> **Work instructions**
Work through the entries below line by line and give the number of lines with the string "Fontaine", nothing else.

(Stored items from a collection)
########
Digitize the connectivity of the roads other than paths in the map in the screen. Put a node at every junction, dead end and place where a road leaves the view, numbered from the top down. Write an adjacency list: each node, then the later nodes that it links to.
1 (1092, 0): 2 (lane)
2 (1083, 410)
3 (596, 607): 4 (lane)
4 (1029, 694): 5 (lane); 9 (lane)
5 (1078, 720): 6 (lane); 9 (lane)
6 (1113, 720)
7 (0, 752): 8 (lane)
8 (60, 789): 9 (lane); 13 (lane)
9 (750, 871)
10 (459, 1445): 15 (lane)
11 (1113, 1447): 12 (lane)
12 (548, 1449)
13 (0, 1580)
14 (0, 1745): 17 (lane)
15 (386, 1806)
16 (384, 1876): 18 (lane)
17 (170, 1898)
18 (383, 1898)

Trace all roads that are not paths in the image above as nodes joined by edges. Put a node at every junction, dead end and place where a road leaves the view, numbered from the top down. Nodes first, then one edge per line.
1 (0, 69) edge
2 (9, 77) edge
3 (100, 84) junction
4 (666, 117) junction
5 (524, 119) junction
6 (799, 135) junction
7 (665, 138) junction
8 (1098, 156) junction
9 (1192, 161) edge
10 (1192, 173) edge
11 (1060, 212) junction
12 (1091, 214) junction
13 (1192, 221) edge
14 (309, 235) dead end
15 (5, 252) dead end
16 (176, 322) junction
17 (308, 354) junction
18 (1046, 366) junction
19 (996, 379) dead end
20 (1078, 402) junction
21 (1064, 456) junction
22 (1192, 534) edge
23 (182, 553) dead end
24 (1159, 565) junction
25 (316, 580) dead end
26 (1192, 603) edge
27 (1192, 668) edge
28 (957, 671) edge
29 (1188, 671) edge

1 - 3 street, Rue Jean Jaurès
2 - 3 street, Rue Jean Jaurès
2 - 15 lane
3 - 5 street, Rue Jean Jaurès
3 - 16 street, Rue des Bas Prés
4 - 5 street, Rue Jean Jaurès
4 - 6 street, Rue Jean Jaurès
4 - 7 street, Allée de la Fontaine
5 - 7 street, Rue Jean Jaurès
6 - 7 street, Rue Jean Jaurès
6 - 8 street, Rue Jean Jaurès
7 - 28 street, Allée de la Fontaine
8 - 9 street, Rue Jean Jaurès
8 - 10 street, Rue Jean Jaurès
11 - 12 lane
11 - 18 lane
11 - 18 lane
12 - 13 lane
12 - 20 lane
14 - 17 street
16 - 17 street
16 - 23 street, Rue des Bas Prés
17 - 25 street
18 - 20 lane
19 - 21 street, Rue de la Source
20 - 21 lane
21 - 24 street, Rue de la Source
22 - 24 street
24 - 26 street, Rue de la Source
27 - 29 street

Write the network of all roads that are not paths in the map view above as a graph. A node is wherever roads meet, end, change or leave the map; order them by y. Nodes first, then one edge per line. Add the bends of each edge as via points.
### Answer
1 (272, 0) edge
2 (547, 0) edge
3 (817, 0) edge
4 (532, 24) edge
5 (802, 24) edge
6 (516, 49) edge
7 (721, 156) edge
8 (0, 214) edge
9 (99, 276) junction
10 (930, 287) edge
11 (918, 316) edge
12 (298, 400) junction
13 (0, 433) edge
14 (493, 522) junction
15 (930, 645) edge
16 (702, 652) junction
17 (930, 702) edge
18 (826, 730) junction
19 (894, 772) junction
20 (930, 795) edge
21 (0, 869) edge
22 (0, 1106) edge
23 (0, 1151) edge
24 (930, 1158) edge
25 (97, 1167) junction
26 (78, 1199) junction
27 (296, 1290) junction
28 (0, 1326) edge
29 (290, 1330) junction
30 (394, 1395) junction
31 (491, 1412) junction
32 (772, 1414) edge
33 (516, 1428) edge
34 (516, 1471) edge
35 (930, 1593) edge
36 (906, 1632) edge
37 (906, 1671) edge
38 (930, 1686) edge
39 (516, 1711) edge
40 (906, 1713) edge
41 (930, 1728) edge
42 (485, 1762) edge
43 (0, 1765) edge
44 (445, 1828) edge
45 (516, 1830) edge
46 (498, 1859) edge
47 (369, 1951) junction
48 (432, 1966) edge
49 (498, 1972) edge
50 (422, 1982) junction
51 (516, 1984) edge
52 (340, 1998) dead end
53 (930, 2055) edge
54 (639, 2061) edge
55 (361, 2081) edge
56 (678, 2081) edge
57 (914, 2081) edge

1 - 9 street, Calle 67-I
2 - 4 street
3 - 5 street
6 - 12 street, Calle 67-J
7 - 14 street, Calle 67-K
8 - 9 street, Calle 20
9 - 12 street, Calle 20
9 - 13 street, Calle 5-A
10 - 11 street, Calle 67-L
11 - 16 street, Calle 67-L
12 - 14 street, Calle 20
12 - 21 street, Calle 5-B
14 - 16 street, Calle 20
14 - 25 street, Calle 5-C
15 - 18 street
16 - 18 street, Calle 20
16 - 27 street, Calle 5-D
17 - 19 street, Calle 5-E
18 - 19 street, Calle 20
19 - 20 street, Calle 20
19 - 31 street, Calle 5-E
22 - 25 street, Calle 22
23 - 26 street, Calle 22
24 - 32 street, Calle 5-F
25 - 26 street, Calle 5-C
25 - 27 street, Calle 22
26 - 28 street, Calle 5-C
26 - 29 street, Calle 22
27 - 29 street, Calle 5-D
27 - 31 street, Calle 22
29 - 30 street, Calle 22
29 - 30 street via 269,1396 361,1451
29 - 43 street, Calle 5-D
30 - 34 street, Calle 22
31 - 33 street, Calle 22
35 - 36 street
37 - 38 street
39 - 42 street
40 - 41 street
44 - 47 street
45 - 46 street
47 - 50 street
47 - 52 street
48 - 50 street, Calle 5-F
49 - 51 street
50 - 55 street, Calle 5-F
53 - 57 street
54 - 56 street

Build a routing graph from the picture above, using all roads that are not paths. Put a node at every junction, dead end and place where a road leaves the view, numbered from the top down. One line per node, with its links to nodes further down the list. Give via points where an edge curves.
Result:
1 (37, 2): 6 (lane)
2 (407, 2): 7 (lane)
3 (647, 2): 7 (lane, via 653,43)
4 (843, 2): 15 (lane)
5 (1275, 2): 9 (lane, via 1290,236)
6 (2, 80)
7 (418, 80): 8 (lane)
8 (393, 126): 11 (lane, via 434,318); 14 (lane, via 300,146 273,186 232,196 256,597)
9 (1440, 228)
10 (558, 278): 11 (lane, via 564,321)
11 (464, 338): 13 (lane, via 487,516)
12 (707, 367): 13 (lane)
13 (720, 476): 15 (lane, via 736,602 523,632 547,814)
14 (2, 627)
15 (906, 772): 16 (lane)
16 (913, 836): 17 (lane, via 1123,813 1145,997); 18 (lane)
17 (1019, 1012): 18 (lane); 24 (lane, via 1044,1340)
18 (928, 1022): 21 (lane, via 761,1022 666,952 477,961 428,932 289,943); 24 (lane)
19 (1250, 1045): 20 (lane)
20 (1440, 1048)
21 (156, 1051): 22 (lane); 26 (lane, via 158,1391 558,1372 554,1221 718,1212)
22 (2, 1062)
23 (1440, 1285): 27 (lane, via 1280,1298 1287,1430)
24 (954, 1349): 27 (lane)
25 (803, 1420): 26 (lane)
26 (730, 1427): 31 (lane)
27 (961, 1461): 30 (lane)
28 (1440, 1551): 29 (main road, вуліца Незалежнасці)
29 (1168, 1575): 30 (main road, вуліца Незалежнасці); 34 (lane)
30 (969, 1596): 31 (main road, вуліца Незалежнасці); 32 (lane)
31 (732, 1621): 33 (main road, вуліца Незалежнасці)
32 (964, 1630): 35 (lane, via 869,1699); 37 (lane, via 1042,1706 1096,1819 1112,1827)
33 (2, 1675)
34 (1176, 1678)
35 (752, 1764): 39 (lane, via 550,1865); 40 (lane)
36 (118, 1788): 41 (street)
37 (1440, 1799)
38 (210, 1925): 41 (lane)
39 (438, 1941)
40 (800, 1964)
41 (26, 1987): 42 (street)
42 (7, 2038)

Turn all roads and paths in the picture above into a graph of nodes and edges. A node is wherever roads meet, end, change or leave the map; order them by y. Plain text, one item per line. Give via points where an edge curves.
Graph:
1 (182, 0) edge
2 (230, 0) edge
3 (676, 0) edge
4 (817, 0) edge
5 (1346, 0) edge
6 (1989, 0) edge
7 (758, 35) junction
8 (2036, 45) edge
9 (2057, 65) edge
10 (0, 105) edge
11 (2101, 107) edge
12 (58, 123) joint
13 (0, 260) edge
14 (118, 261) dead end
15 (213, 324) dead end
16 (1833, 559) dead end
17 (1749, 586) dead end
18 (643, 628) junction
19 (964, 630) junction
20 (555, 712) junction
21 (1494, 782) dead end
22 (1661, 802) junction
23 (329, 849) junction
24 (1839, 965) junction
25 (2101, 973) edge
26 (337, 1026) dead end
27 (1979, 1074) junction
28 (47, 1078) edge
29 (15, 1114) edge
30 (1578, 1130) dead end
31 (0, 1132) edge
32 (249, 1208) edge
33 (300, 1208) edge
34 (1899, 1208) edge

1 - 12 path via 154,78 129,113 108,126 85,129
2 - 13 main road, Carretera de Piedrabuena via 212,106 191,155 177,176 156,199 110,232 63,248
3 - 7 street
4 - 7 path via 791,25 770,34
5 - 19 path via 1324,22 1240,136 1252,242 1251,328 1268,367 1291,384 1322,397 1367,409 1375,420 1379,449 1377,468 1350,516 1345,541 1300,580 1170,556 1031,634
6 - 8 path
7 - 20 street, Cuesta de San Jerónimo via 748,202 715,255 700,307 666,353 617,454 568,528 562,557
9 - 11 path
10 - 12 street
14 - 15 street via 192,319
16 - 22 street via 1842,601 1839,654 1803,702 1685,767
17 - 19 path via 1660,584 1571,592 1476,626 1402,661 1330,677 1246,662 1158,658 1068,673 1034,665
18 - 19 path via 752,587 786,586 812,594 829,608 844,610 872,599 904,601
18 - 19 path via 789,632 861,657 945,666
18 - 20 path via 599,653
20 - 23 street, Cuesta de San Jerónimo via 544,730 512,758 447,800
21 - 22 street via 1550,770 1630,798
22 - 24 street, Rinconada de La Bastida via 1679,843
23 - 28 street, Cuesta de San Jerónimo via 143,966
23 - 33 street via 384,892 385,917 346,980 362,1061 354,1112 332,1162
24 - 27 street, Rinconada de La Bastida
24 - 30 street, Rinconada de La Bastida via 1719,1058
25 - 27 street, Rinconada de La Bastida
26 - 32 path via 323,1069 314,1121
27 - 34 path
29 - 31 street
########
> **Solution to this exercise**
2